While it is uncommon to rename a .CodeName, it is not impossible. Simply open the VBE's Properties window ([F4]).

worksheet_properties_window (opens new window)

The worksheet .CodeName is in the first row. The worksheet's .Name is in the tenth. Both are editable.

# Double Click Event for Excel Shapes

By default, Shapes in Excel do not have a specific way to handle single vs. double clicks, containing only the "OnAction" property to allow you to handle clicks. However, there may be instances where your code requires you to act differently (or exclusively) on a double click.

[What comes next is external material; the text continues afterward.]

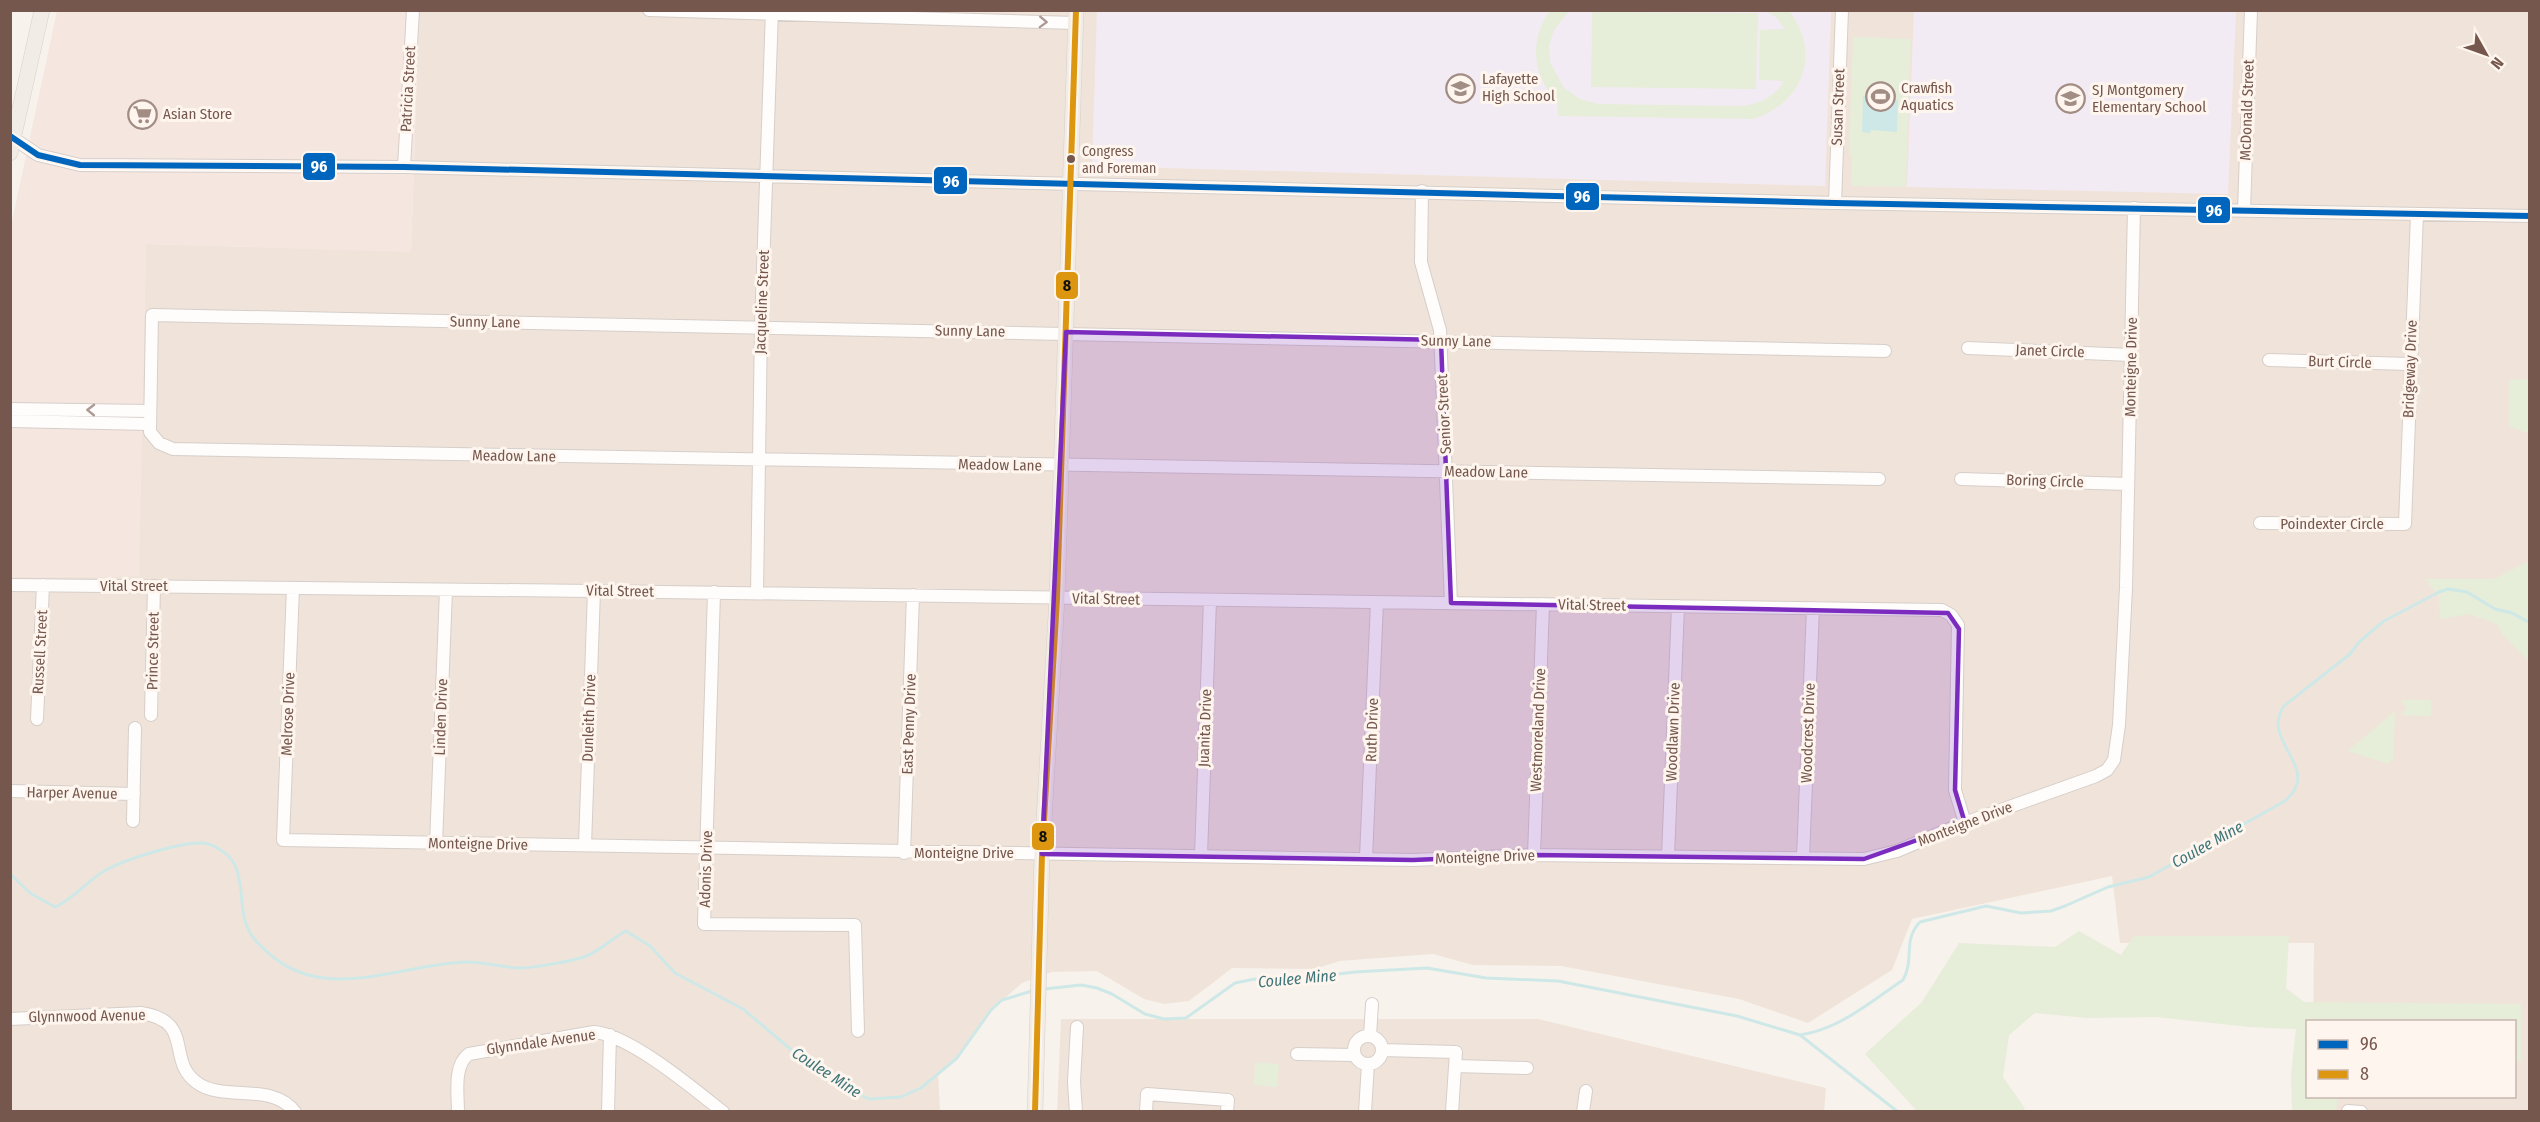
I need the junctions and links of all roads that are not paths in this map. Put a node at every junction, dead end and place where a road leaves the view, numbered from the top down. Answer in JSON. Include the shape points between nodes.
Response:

The following subroutine can be added into your VBA project and, when set as the OnAction routine for your shape, allow you to act on double clicks.

Public Const DOUBLECLICK_WAIT as Double = 0.25 'Modify to adjust click delay
Public LastClickObj As String, LastClickTime As Date

Sub ShapeDoubleClick()
    If LastClickObj = "" Then
        LastClickObj = Application.Caller
        LastClickTime = CDbl(Timer)
        If CDbl(Timer) - LastClickTime > DOUBLECLICK_WAIT Then
            LastClickObj = Application.Caller
            LastClickTime = CDbl(Timer)
            If LastClickObj = Application.Caller Then
                'Your desired Double Click code here
                LastClickObj = ""
                LastClickObj = Application.Caller
                LastClickTime = CDbl(Timer)
            End If
        End If
    End If
End Sub

This routine will cause the shape to functionally ignore the first click, only running your desired code on the second click within the specified time span.

# Open File Dialog - Multiple Files

This subroutine is a quick example on how to allow a user to select multiple files and then do something with those file paths, such as get the file names and send it to the console via debug.print.

Option Explicit

Sub OpenMultipleFiles()
    Dim fd As FileDialog
    Dim fileChosen As Integer
    Dim i As Integer
    Dim basename As String
    Dim fso As Variant
    Set fso = CreateObject("Scripting.FileSystemObject")
    Set fd = Application.FileDialog(msoFileDialogFilePicker)
    basename = fso.getBaseName(ActiveWorkbook.Name)
    fd.InitialFileName = ActiveWorkbook.Path ' Set Default Location to the Active Workbook Path
    fd.InitialView = msoFileDialogViewList
    fd.AllowMultiSelect = True
    fileChosen = fd.Show
    If fileChosen = -1 Then
        'open each of the files chosen
        For i = 1 To fd.SelectedItems.Count
            Debug.Print (fd.SelectedItems(i))
            Dim fileName As String
            ' do something with the files.
            fileName = fso.getFileName(fd.SelectedItems(i))
            Debug.Print (fileName)
        Next i
    End If

End Sub

# Remarks

This topic consists of a wide variety of useful tips and tricks discovered by SO users through their experience in coding. These are often examples of ways to circumvent common frustrations or ways of using Excel in a more "clever" way.